- **Problem to work on**:
Let the line containing "pinky mcp: (15, 133)" serve as the first line of the answer and the final line of the entries as its last, with every line between copied exactly.

- **Information provided**:
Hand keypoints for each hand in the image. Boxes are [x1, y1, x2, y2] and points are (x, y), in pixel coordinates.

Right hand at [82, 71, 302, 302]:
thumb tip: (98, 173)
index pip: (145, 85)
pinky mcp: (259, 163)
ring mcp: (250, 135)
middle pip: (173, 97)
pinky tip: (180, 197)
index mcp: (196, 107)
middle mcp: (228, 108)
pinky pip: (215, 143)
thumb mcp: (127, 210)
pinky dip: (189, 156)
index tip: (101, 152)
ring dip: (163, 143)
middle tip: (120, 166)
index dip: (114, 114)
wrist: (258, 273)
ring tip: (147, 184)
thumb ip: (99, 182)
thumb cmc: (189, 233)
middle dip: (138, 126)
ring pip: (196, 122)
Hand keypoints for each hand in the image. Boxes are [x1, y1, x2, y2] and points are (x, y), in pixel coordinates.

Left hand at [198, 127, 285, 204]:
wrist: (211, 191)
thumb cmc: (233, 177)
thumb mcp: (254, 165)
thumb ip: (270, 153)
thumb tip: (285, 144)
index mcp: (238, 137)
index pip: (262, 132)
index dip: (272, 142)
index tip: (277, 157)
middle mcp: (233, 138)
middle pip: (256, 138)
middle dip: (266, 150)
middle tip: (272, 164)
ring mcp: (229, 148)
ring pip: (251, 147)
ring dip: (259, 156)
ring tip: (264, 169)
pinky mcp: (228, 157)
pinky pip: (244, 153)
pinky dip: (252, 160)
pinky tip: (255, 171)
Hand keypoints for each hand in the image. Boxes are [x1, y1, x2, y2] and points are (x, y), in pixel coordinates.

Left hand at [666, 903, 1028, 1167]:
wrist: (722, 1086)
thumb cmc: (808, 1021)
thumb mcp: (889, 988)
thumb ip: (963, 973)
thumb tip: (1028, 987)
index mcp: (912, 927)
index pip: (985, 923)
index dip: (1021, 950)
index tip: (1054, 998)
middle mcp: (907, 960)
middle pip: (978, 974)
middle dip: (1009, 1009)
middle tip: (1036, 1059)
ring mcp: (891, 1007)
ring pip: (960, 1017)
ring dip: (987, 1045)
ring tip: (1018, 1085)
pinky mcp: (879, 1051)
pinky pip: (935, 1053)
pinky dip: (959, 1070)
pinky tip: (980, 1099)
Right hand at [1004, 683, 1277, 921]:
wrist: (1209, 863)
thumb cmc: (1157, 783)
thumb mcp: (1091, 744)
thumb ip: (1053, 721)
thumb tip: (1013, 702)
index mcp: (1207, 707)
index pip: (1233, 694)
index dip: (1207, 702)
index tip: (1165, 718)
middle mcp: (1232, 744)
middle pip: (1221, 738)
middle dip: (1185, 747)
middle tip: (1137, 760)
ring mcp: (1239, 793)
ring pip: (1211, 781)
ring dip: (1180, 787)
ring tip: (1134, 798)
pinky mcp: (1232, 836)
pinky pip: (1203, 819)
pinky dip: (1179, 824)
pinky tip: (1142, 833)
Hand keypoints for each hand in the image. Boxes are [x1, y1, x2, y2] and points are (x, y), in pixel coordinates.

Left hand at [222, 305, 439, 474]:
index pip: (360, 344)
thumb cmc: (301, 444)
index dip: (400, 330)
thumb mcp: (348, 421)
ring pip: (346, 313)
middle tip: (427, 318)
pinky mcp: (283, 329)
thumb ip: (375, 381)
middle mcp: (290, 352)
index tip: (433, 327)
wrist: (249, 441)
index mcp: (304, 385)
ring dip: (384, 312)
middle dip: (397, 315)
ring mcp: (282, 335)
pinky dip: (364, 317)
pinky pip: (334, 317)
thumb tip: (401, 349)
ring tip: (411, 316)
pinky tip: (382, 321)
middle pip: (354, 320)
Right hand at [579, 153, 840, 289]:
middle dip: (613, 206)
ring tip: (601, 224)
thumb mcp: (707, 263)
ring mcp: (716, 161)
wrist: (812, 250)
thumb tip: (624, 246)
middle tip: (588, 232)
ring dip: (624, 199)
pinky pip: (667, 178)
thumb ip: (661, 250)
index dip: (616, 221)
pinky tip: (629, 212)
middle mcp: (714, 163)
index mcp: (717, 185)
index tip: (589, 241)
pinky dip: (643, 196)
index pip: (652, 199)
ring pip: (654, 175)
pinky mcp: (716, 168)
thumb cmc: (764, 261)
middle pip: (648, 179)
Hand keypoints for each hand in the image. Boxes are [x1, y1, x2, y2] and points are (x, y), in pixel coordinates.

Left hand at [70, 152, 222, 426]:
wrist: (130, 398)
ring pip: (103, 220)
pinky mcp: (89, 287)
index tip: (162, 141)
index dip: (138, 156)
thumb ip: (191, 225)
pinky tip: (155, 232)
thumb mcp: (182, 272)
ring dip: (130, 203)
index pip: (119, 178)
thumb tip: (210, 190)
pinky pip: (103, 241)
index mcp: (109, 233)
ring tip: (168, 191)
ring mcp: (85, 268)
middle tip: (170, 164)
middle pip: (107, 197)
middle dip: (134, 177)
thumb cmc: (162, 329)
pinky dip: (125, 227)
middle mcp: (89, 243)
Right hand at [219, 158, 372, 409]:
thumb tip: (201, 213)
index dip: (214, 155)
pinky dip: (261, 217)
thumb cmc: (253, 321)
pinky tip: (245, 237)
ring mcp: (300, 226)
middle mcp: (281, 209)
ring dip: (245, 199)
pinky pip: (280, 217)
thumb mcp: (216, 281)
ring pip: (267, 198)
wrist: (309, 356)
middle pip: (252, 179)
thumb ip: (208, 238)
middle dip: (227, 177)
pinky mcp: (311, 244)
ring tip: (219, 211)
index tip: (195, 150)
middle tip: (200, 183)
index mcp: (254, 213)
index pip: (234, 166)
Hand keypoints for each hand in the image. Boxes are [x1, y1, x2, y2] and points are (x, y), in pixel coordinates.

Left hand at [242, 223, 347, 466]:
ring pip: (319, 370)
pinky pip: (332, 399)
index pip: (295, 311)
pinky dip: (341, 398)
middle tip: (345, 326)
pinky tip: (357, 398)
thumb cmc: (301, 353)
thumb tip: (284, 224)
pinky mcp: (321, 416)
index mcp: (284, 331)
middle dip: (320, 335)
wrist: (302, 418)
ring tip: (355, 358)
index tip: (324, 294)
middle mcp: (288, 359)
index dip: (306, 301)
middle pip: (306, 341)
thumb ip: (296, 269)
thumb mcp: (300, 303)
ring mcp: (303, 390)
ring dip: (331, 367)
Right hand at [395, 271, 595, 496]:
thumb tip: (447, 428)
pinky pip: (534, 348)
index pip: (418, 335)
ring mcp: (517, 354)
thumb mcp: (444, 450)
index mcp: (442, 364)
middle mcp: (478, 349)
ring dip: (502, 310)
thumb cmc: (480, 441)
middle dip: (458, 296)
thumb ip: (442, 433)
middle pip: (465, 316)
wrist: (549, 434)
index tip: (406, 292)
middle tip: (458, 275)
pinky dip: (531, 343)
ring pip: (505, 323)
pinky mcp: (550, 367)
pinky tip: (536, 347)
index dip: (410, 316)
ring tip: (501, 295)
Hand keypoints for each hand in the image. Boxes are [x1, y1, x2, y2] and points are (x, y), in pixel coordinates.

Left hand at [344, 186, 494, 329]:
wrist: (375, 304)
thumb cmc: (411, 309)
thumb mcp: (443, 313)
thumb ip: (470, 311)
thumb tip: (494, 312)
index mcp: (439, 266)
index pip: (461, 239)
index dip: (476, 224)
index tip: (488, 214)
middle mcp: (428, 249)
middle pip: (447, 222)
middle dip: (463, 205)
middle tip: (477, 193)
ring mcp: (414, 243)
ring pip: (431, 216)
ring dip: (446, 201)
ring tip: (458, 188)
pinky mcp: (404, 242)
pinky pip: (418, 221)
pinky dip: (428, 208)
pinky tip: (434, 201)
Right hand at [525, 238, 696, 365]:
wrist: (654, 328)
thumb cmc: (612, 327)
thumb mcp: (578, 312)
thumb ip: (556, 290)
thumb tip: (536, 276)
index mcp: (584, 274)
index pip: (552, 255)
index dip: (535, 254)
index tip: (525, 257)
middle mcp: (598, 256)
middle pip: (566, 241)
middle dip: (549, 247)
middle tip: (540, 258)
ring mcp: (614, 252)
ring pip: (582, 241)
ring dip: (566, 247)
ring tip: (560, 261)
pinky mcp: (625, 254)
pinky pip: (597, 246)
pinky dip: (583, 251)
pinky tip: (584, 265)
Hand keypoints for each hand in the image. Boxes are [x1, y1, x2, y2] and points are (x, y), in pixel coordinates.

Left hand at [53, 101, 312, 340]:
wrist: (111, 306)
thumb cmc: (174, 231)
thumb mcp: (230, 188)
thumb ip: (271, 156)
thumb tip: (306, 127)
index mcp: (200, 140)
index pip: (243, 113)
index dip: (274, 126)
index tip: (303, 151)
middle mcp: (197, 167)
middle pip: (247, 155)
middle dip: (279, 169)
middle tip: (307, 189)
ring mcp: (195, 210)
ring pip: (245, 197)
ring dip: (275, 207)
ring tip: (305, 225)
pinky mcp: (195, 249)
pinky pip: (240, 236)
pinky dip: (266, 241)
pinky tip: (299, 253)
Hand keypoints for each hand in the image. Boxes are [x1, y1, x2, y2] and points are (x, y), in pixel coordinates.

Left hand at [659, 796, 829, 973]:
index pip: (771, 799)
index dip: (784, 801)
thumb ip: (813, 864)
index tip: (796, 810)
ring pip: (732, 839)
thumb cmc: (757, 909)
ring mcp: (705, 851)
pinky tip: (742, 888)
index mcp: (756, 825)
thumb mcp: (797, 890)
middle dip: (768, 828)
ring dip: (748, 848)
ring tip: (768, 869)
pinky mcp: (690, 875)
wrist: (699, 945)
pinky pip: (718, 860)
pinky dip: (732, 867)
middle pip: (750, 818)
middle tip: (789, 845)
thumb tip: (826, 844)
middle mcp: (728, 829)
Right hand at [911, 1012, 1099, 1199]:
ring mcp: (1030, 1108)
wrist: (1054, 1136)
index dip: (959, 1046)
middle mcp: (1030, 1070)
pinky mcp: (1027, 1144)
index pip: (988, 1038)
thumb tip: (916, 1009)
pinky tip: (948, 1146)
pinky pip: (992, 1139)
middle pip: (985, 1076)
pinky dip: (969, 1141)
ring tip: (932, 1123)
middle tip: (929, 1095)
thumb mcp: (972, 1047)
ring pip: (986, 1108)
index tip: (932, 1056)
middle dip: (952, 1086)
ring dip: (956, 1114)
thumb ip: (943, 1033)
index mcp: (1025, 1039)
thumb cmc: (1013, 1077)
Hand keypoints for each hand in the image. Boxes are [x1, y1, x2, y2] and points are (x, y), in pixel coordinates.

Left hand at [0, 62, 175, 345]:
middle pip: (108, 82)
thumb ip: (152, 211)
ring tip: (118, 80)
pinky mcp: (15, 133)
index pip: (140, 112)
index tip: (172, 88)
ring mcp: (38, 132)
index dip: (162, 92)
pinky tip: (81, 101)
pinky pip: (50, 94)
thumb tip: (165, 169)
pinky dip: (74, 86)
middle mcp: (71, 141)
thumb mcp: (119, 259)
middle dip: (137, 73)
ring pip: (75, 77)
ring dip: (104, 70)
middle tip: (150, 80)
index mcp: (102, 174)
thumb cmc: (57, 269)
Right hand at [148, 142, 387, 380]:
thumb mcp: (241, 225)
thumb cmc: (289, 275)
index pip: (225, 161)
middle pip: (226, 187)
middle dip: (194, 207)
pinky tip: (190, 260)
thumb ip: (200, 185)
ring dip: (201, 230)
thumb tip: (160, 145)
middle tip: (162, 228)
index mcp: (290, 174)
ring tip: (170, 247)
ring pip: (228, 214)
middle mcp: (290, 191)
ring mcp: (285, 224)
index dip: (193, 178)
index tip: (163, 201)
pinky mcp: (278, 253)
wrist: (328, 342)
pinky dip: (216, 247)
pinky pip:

- **Answer to this problem**:
pinky mcp: (15, 133)
index pip: (140, 112)
index tip: (172, 88)
ring mcp: (38, 132)
index dip: (162, 92)
pinky tip: (81, 101)
pinky pip: (50, 94)
thumb tip: (165, 169)
pinky dip: (74, 86)
middle mcp: (71, 141)
thumb mcp: (119, 259)
middle dip: (137, 73)
ring pip: (75, 77)
ring dip: (104, 70)
middle tip: (150, 80)
index mcp: (102, 174)
thumb cmc: (57, 269)
Right hand at [148, 142, 387, 380]:
thumb mcp: (241, 225)
thumb cmc: (289, 275)
index pip: (225, 161)
middle pip: (226, 187)
middle dip: (194, 207)
pinky tip: (190, 260)
thumb ip: (200, 185)
ring dip: (201, 230)
thumb tip: (160, 145)
middle tip: (162, 228)
index mcp: (290, 174)
ring tip: (170, 247)
ring pip: (228, 214)
middle mcp: (290, 191)
ring mcp: (285, 224)
index dip: (193, 178)
index tip: (163, 201)
pinky mcp: (278, 253)
wrist: (328, 342)
pinky dip: (216, 247)
pinky pip:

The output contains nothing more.